### Problem to work on
Scan the data below and give the number of lines that include the word "path", with no other words.

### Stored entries
Start of Block
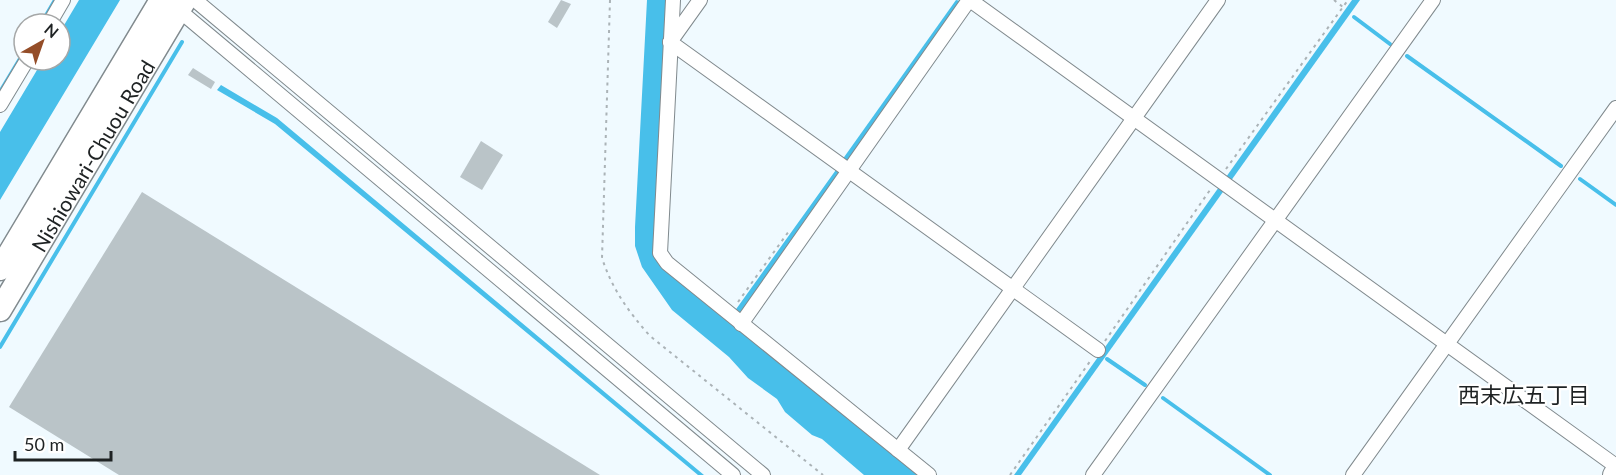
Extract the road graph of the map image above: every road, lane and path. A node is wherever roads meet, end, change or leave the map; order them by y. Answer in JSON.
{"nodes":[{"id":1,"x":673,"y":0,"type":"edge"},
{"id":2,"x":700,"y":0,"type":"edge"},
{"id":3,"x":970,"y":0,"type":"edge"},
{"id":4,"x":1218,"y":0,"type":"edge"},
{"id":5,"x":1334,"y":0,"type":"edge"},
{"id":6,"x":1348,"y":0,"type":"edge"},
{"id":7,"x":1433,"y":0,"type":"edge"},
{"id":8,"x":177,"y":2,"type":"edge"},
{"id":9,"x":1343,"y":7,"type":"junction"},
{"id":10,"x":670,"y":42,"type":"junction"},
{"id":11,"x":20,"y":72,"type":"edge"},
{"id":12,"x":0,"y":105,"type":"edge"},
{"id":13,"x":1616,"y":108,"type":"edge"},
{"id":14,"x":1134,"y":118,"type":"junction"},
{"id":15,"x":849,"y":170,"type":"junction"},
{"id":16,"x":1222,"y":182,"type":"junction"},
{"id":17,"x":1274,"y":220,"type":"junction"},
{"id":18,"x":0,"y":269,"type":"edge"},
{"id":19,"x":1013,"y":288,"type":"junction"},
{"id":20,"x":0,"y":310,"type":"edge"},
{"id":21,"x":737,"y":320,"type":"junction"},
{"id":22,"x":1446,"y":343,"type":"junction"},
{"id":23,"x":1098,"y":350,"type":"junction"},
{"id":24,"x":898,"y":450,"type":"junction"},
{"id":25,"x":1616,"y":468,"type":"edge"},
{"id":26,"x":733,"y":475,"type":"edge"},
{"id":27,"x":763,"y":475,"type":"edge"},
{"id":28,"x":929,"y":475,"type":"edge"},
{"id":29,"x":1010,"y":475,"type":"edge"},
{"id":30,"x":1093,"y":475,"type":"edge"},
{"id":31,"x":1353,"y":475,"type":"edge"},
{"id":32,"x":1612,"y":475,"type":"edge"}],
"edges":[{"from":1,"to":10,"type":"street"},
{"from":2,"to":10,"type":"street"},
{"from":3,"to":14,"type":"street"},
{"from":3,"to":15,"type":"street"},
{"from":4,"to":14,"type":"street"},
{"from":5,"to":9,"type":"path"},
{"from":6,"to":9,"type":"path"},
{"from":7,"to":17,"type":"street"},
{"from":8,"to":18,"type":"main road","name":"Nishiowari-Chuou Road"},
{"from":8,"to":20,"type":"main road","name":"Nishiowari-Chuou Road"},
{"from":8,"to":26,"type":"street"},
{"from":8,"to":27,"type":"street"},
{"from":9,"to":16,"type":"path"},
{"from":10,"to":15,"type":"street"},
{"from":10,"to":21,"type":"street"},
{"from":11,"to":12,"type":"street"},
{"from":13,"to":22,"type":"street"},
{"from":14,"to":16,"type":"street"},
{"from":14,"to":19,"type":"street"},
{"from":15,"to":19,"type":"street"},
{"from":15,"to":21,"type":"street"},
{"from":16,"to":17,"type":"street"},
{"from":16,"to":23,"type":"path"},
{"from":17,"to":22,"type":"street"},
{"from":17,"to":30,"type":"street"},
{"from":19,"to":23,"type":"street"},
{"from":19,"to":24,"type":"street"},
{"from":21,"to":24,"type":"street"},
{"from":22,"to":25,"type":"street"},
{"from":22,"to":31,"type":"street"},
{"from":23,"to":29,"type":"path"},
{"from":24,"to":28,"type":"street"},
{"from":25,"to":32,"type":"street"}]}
End of Block
### Exercise answer
6